Critical Patterns for Reliability

Pattern 1: The Outbox Pattern

Never lose a payment, even if downstream services fail. The outbox pattern ensures atomicity between database updates and event publishing:

@Transactional
public void processPayment(Payment payment) {
    // 1. Update payment status
    paymentRepository.updateStatus(payment.getId(), PaymentStatus.COMPLETED);

    // 2. Write to outbox (same transaction!)
    OutboxEvent event = OutboxEvent.builder()
        .aggregateId(payment.getId())
        .eventType("PAYMENT_COMPLETED")
        .payload(objectMapper.writeValueAsString(payment))
        .build();
    outboxRepository.save(event);

    // Transaction commits atomically
}

// Separate process reads outbox and publishes to Kafka
@Scheduled(fixedDelay = 100)
public void publishOutboxEvents() {
    List<OutboxEvent> events = outboxRepository.findUnpublished(100);
    for (OutboxEvent event : events) {
        kafkaTemplate.send("payment-events", event.getAggregateId(), event);
        outboxRepository.markPublished(event.getId());
    }
}

Why this matters: Without the outbox pattern, a database commit could succeed but the Kafka publish could fail, leaving the system in an inconsistent state. The outbox ensures exactly-once semantics.

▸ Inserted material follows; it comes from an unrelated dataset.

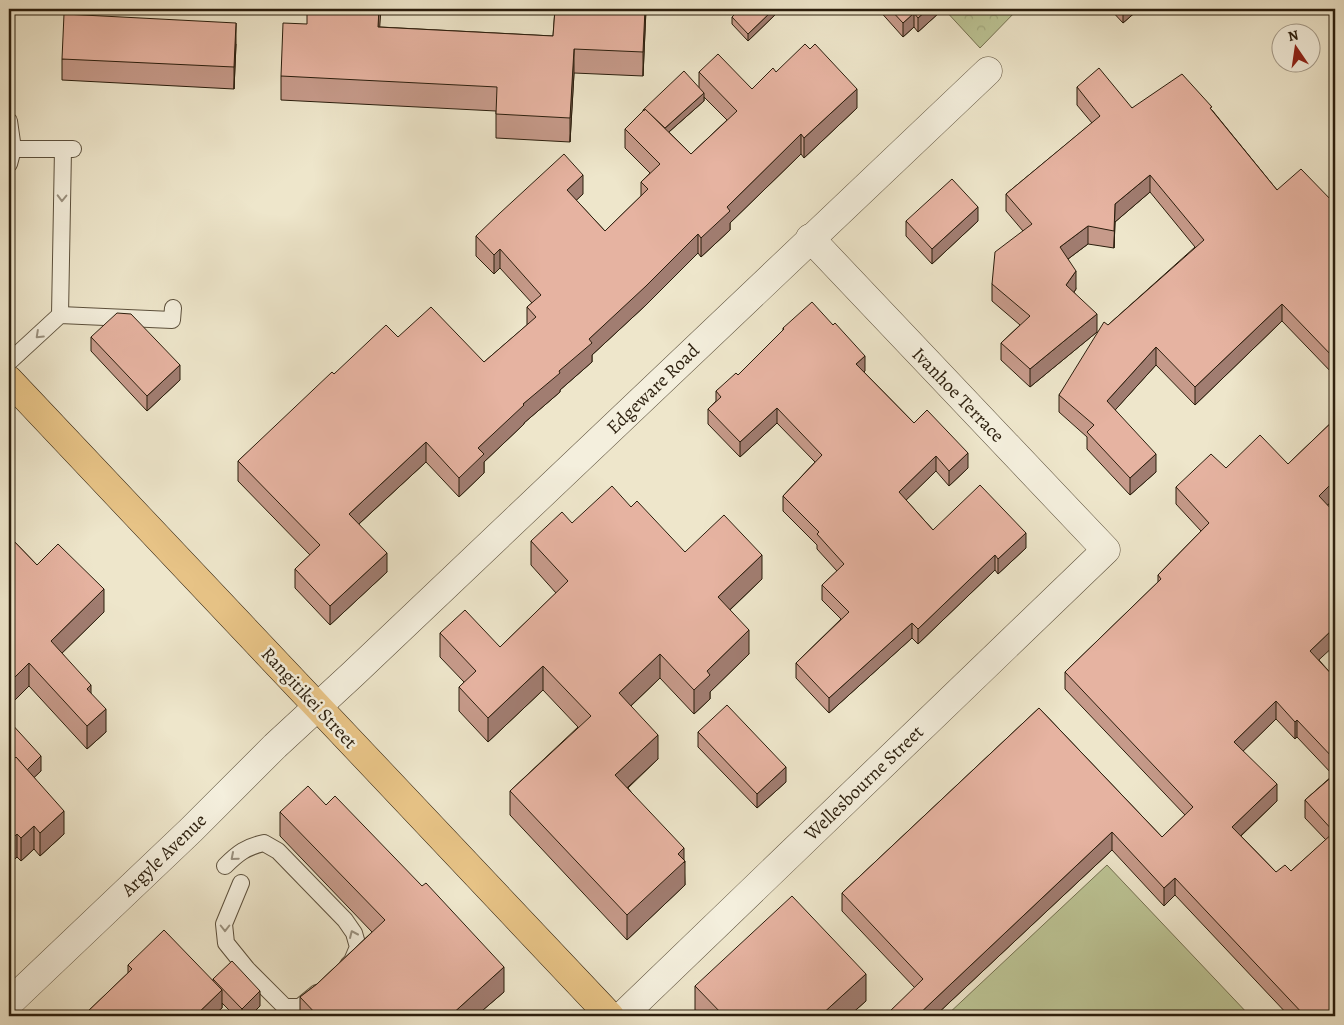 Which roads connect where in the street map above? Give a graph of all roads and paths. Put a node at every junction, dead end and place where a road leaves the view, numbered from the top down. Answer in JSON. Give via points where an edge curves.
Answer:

Pattern 2: Circuit Breaker for External Services

Payment gateways fail. Plan for it with circuit breakers that prevent cascade failures:

@Service
public class PaymentGatewayService {

    private final CircuitBreaker circuitBreaker = CircuitBreaker.ofDefaults("payment-gateway");

    public ExecutionResult execute(EnrichedPayment payment) {
        return circuitBreaker.executeSupplier(() -> {
            // Try primary gateway
            try {
                return primaryGateway.process(payment);
            } catch (GatewayException e) {
                // Fallback to secondary
                log.warn("Primary gateway failed, trying secondary", e);
                return secondaryGateway.process(payment);
            }
        });
    }
}

Circuit Breaker Configuration:

resilience4j:
  circuitbreaker:
    instances:
      payment-gateway:
        sliding-window-size: 100
        failure-rate-threshold: 50
        wait-duration-in-open-state: 30s
        permitted-number-of-calls-in-half-open-state: 10
        slow-call-rate-threshold: 80
        slow-call-duration-threshold: 2s

How it works:

Pattern 3: Distributed Locking for Idempotency

Prevent double-processing across multiple instances with Redis-based distributed locks:

@Service
public class DistributedLockService {

    private final RedisTemplate<String, String> redis;

    public boolean tryLock(String key, Duration timeout) {
        String lockKey = "lock:" + key;
        String lockValue = UUID.randomUUID().toString();

        Boolean acquired = redis.opsForValue().setIfAbsent(
            lockKey,
            lockValue,
            timeout
        );

        return Boolean.TRUE.equals(acquired);
    }

    public void processWithLock(String paymentId, Runnable task) {
        String lockKey = "payment:" + paymentId;

        if (!tryLock(lockKey, Duration.ofMinutes(5))) {
            log.info("Payment {} already being processed", paymentId);
            return;
        }

        try {
            task.run();
        } finally {
            redis.delete("lock:" + lockKey);
        }
    }
}

Important considerations:

Pattern 4: Dead Letter Queue for Failed Payments

Never silently drop a payment. Dead letter queues ensure manual intervention for edge cases:

@KafkaListener(topics = "payment-intents")
public void processPayment(
    @Payload PaymentIntent intent,
    @Header(KafkaHeaders.RECEIVED_TOPIC) String topic,
    Acknowledgment ack
) {
    try {
        doProcess(intent);
        ack.acknowledge();
    } catch (RetryableException e) {
        // Don't ack - Kafka will retry
        throw e;
    } catch (NonRetryableException e) {
        // Send to DLQ for manual intervention
        kafkaTemplate.send("payment-intents-dlq", intent);
        ack.acknowledge();

        // Alert on-call
        alertService.sendAlert(
            AlertLevel.HIGH,
            "Payment sent to DLQ",
            Map.of("paymentId", intent.getId(), "error", e.getMessage())
        );
    }
}

DLQ processing workflow:

  1. Payment fails with non-retryable error
  2. Message moves to DLQ topic
  3. Alert triggers for operations team
  4. Manual review determines fix (retry, refund, or escalate)
  5. Fixed payment reprocessed through main pipeline

Performance Optimizations

Optimization 1: Connection Pooling Done Right

hikari:
  maximum-pool-size: 20          # CPU cores * 2 + disk spindles
  minimum-idle: 10
  connection-timeout: 10000
  idle-timeout: 300000
  max-lifetime: 900000
  leak-detection-threshold: 60000

The formula: pool_size = CPU_cores * 2 + effective_spindle_count

For SSDs, spindle count is typically 1. A 4-core machine with SSD should use ~9-10 connections.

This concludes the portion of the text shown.